* _About this exercise_: Your copy should match the records exactly, except that no pictures appear in it.

* _Extracted entries_:
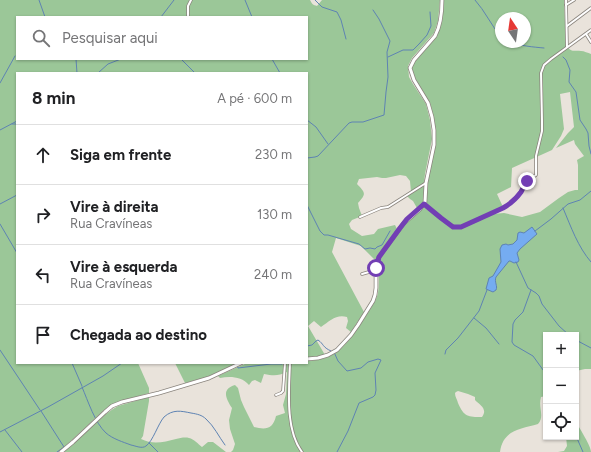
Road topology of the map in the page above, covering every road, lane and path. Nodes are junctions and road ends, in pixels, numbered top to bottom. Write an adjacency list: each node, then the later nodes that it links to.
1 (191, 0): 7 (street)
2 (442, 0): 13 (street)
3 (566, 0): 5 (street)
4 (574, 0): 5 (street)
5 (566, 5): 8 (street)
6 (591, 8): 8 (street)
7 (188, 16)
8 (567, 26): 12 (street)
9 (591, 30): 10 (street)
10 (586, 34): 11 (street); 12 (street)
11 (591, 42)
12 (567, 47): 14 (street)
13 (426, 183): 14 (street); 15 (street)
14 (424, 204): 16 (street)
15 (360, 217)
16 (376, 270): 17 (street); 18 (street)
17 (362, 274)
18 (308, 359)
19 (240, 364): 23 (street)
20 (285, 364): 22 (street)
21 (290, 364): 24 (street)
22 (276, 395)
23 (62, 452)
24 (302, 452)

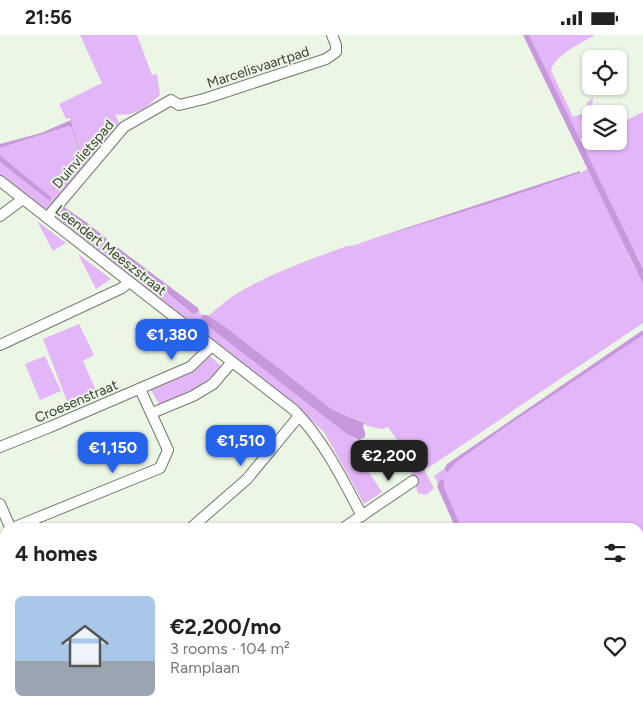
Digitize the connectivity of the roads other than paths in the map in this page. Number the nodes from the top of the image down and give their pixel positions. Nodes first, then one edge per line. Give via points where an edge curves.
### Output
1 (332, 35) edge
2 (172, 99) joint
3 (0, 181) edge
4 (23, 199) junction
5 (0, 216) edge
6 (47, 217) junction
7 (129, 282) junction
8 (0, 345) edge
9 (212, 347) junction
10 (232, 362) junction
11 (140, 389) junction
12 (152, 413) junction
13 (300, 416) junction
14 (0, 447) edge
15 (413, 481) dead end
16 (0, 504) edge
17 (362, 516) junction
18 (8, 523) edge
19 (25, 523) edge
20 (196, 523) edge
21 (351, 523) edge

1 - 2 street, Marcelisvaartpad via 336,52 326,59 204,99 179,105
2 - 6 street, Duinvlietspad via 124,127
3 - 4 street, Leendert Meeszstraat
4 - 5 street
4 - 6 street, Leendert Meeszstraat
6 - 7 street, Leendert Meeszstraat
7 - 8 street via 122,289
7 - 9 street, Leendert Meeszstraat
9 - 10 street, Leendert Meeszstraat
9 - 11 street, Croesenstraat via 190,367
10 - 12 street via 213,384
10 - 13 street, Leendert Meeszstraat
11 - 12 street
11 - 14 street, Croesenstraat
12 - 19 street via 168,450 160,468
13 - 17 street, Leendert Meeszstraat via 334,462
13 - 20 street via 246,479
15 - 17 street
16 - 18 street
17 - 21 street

* _Answer space_:
Road topology of the map in the page above, covering every road, lane and path. Nodes are junctions and road ends, in pixels, numbered top to bottom. Write an adjacency list: each node, then the later nodes that it links to.
1 (191, 0): 7 (street)
2 (442, 0): 13 (street)
3 (566, 0): 5 (street)
4 (574, 0): 5 (street)
5 (566, 5): 8 (street)
6 (591, 8): 8 (street)
7 (188, 16)
8 (567, 26): 12 (street)
9 (591, 30): 10 (street)
10 (586, 34): 11 (street); 12 (street)
11 (591, 42)
12 (567, 47): 14 (street)
13 (426, 183): 14 (street); 15 (street)
14 (424, 204): 16 (street)
15 (360, 217)
16 (376, 270): 17 (street); 18 (street)
17 (362, 274)
18 (308, 359)
19 (240, 364): 23 (street)
20 (285, 364): 22 (street)
21 (290, 364): 24 (street)
22 (276, 395)
23 (62, 452)
24 (302, 452)

Digitize the connectivity of the roads other than paths in the map in this page. Number the nodes from the top of the image down and give their pixel positions. Nodes first, then one edge per line. Give via points where an edge curves.
### Output
1 (332, 35) edge
2 (172, 99) joint
3 (0, 181) edge
4 (23, 199) junction
5 (0, 216) edge
6 (47, 217) junction
7 (129, 282) junction
8 (0, 345) edge
9 (212, 347) junction
10 (232, 362) junction
11 (140, 389) junction
12 (152, 413) junction
13 (300, 416) junction
14 (0, 447) edge
15 (413, 481) dead end
16 (0, 504) edge
17 (362, 516) junction
18 (8, 523) edge
19 (25, 523) edge
20 (196, 523) edge
21 (351, 523) edge

1 - 2 street, Marcelisvaartpad via 336,52 326,59 204,99 179,105
2 - 6 street, Duinvlietspad via 124,127
3 - 4 street, Leendert Meeszstraat
4 - 5 street
4 - 6 street, Leendert Meeszstraat
6 - 7 street, Leendert Meeszstraat
7 - 8 street via 122,289
7 - 9 street, Leendert Meeszstraat
9 - 10 street, Leendert Meeszstraat
9 - 11 street, Croesenstraat via 190,367
10 - 12 street via 213,384
10 - 13 street, Leendert Meeszstraat
11 - 12 street
11 - 14 street, Croesenstraat
12 - 19 street via 168,450 160,468
13 - 17 street, Leendert Meeszstraat via 334,462
13 - 20 street via 246,479
15 - 17 street
16 - 18 street
17 - 21 street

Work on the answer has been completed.